結論:安売りは戦略ではなく消耗。価格設定の本質は、自分の提供価値をどう言語化し、相手に伝えるかにある。
なぜ「安くすること」が正解に見えるのか
仕事の価格を決めるとき、多くの人が「安くしなければ選ばれない」と考えます。競合より少しだけ安く設定して、まず仕事を取る——その戦略が合理的に見える場面もあります。しかし、価格を下げることで得られる仕事は、価格でしか選ばれない仕事です。
安売りで手に入る顧客は、もっと安い人が現れたときに去っていきます。価格競争に入ることは、消耗戦に入ることを意味します。
価格は「価値の伝達手段」である
価格とは、コストの積み上げではありません。「この仕事にはこれだけの価値がある」というメッセージです。高い価格は、高い期待を生みます。低い価格は、「それなりの品質」という期待をつくります。
クライアントは価格を見て、無意識にその仕事の質を判断します。価格が自信の表れであることを、優れた売り手は知っています。
安売りは、自分への侮辱であり、顧客への不誠実でもある。
「価値ベース」の価格設定とは
価値ベースの価格設定とは、「自分にかかるコスト」ではなく「相手が得るメリット」を基準に価格を考えることです。
- この仕事で相手はどれだけの時間を節約できるか
- この成果物で相手はどれだけの売上・信頼を得られるか
- この仕事を依頼しないことで生じる機会損失はいくらか
価値を言語化できれば、価格の根拠が生まれます。根拠のある価格は、交渉に強い。
価格を上げるための前提条件
価格を正当化するために必要なのは、品質と実績の積み重ねです。「なぜこの価格なのか」を説明できる言葉と、それを裏付ける実績があれば、価格は交渉ではなく提示になります。

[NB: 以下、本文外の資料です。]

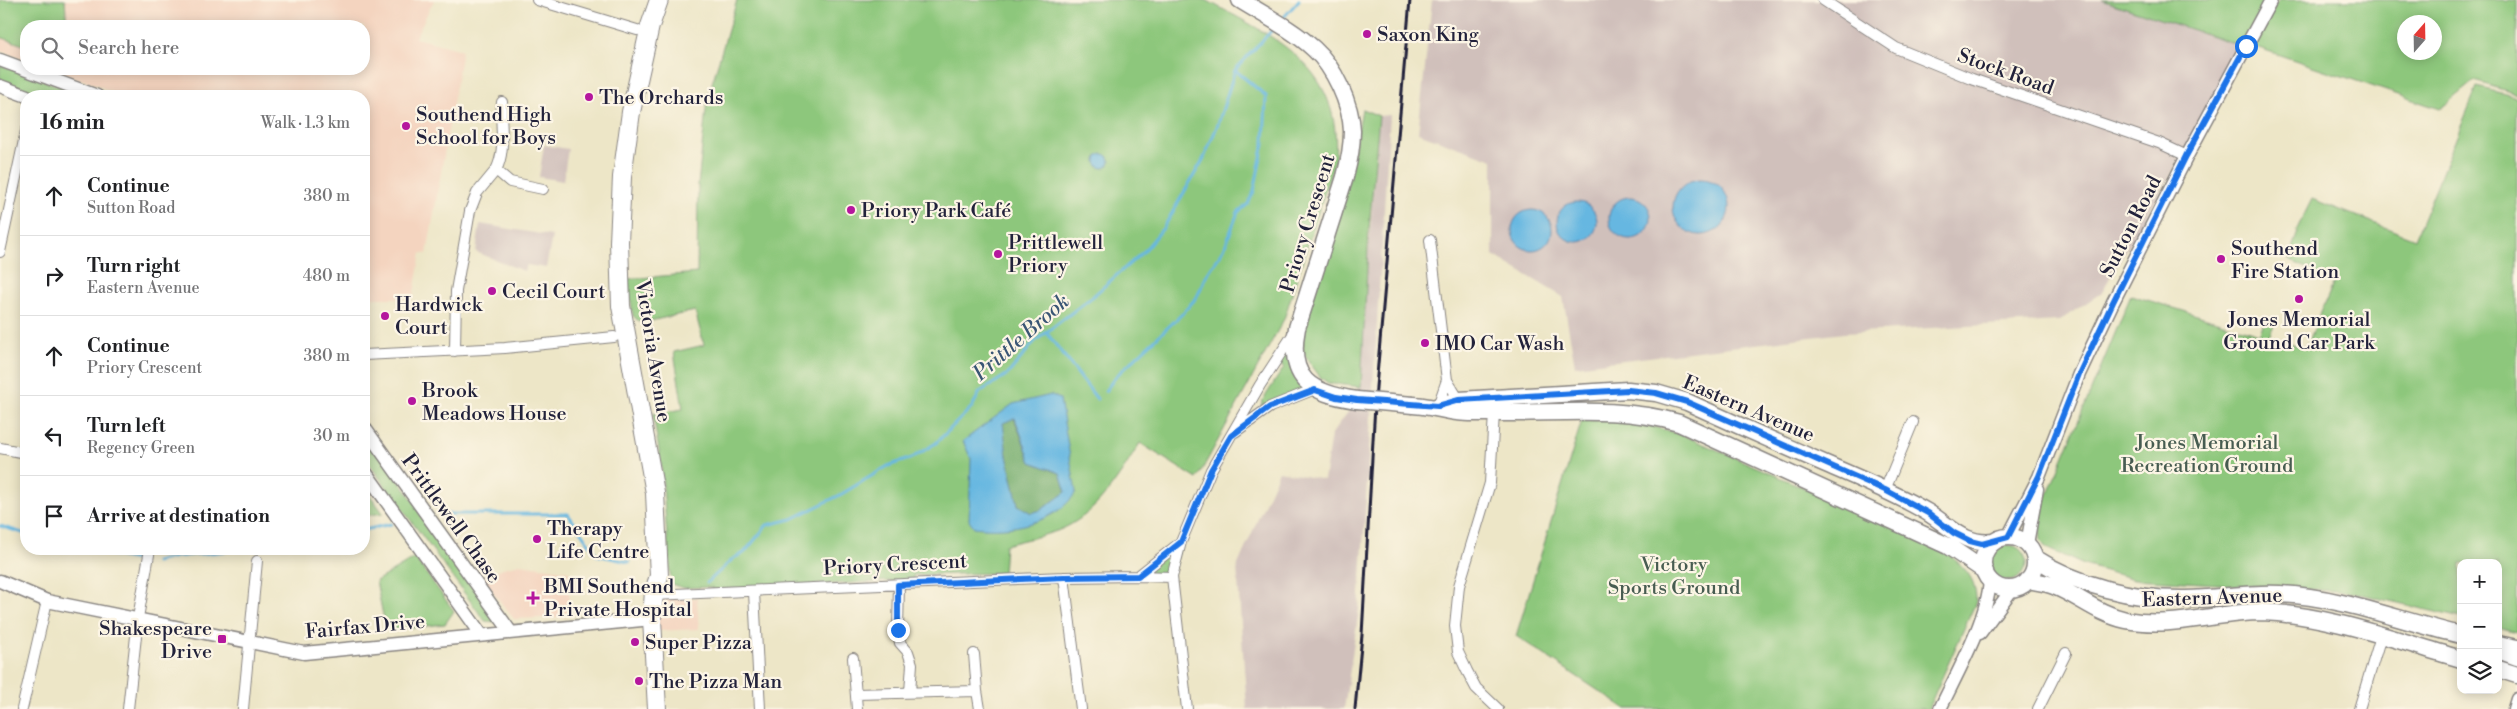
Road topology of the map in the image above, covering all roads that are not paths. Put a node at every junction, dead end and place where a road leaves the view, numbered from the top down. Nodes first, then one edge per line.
1 (537, 0) edge
2 (647, 0) edge
3 (658, 0) edge
4 (1240, 0) edge
5 (1822, 0) edge
6 (2271, 0) edge
7 (637, 30) junction
8 (0, 60) edge
9 (20, 67) edge
10 (40, 75) edge
11 (0, 86) edge
12 (81, 90) edge
13 (20, 93) edge
14 (502, 102) dead end
15 (2186, 156) junction
16 (20, 159) edge
17 (496, 170) junction
18 (543, 189) dead end
19 (1430, 240) dead end
20 (0, 252) edge
21 (1297, 328) junction
22 (614, 337) junction
23 (455, 351) junction
24 (370, 355) edge
25 (1447, 380) junction
26 (1315, 390) junction
27 (1459, 400) junction
28 (1438, 406) junction
29 (1494, 413) junction
30 (1913, 422) dead end
31 (370, 435) edge
32 (1231, 436) junction
33 (0, 448) edge
34 (20, 452) edge
35 (2039, 476) junction
36 (370, 478) edge
37 (1885, 490) junction
38 (2001, 539) junction
39 (1181, 542) junction
40 (2031, 551) junction
41 (149, 555) edge
42 (257, 561) dead end
43 (1138, 576) junction
44 (1988, 576) junction
45 (1064, 577) junction
46 (1172, 577) junction
47 (2028, 580) junction
48 (0, 581) edge
49 (898, 585) junction
50 (2013, 588) junction
51 (754, 592) junction
52 (654, 593) junction
53 (47, 601) junction
54 (469, 617) junction
55 (138, 618) junction
56 (652, 619) junction
57 (510, 631) junction
58 (481, 634) junction
59 (2456, 634) edge
60 (459, 636) junction
61 (2381, 636) junction
62 (249, 641) junction
63 (2502, 645) edge
64 (2517, 648) edge
65 (1968, 649) junction
66 (2066, 653) dead end
67 (2502, 653) edge
68 (974, 654) dead end
69 (852, 658) dead end
70 (2457, 658) edge
71 (2517, 659) edge
72 (2502, 671) edge
73 (2517, 675) edge
74 (978, 691) junction
75 (910, 692) junction
76 (856, 694) junction
77 (2517, 699) edge
78 (22, 709) edge
79 (128, 709) edge
80 (243, 709) edge
81 (658, 709) edge
82 (760, 709) edge
83 (857, 709) edge
84 (980, 709) edge
85 (1080, 709) edge
86 (1187, 709) edge
87 (1498, 709) edge
88 (1940, 709) edge
89 (2038, 709) edge
90 (2359, 709) edge
91 (2514, 709) edge

1 - 7 street
2 - 7 highway, Victoria Avenue
3 - 52 highway, Victoria Avenue
4 - 21 main road, Priory Crescent
5 - 15 street, Stock Road
6 - 15 street, Sutton Road
7 - 22 highway, Victoria Avenue
8 - 9 street
10 - 12 street
11 - 13 street
14 - 17 street
15 - 35 street, Sutton Road
16 - 20 street
17 - 18 street
17 - 23 street
19 - 25 street
21 - 26 main road, Priory Crescent
21 - 32 street, Priory Crescent
22 - 23 street
22 - 52 highway, Victoria Avenue
23 - 24 street
25 - 27 street
25 - 28 street
26 - 28 main road, Eastern Avenue, bridge
26 - 32 street, Priory Crescent
27 - 28 main road, Eastern Avenue
27 - 37 main road, Eastern Avenue
28 - 29 main road, Eastern Avenue
29 - 44 main road, Eastern Avenue
29 - 87 street
30 - 37 street
31 - 57 street, Prittlewell Chase
32 - 39 street, Priory Crescent
33 - 34 street
35 - 38 street, Sutton Road
35 - 40 street, Sutton Road
36 - 54 street
37 - 38 main road, Eastern Avenue
38 - 40 main road, Eastern Avenue
38 - 44 main road
39 - 43 street, Priory Crescent
39 - 46 street
40 - 47 main road
40 - 59 main road, Eastern Avenue
41 - 55 street
42 - 62 street
43 - 45 street, Priory Crescent
43 - 46 street, Priory Crescent
44 - 50 main road, Eastern Avenue
44 - 65 street
45 - 49 street, Priory Crescent
45 - 85 street
46 - 86 street
47 - 50 main road
47 - 61 main road, Eastern Avenue
48 - 53 street, Fairfax Drive
49 - 51 street, Priory Crescent
49 - 75 street
50 - 65 street
51 - 52 street, Priory Crescent
51 - 82 street
52 - 56 highway, Victoria Avenue
53 - 55 street, Fairfax Drive
53 - 78 street
54 - 58 street
54 - 60 street
55 - 62 street, Fairfax Drive
55 - 79 street
56 - 57 street, Fairfax Drive
56 - 81 highway, Victoria Avenue
57 - 58 street, Fairfax Drive
58 - 60 street, Fairfax Drive
60 - 62 street, Fairfax Drive
61 - 70 main road, Eastern Avenue
61 - 90 street
62 - 80 street
63 - 64 main road
65 - 88 street
66 - 89 street
67 - 71 street
68 - 74 street
69 - 76 street
72 - 73 main road
74 - 75 street
74 - 84 street
75 - 76 street
76 - 83 street
77 - 91 street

自分の仕事の価値を信じること。そしてその価値を言葉にすること。それが、適正価格で選ばれるための出発点です。
今日から試せること
① 自分の仕事が相手にもたらす「具体的なメリット」を3つ書き出す
② 現在の価格の根拠を、コストではなく価値で説明できるか確認する
③ 次の提案時に「この仕事でお客様が得られること」を先に伝えてみる
おわりに
価格設定は、自分の仕事への姿勢の表れです。価値を正しく伝え、適正な対価を受け取ることは、プロとしての責任でもあります。安売りをやめ、価値で選ばれる仕事を目指しましょう。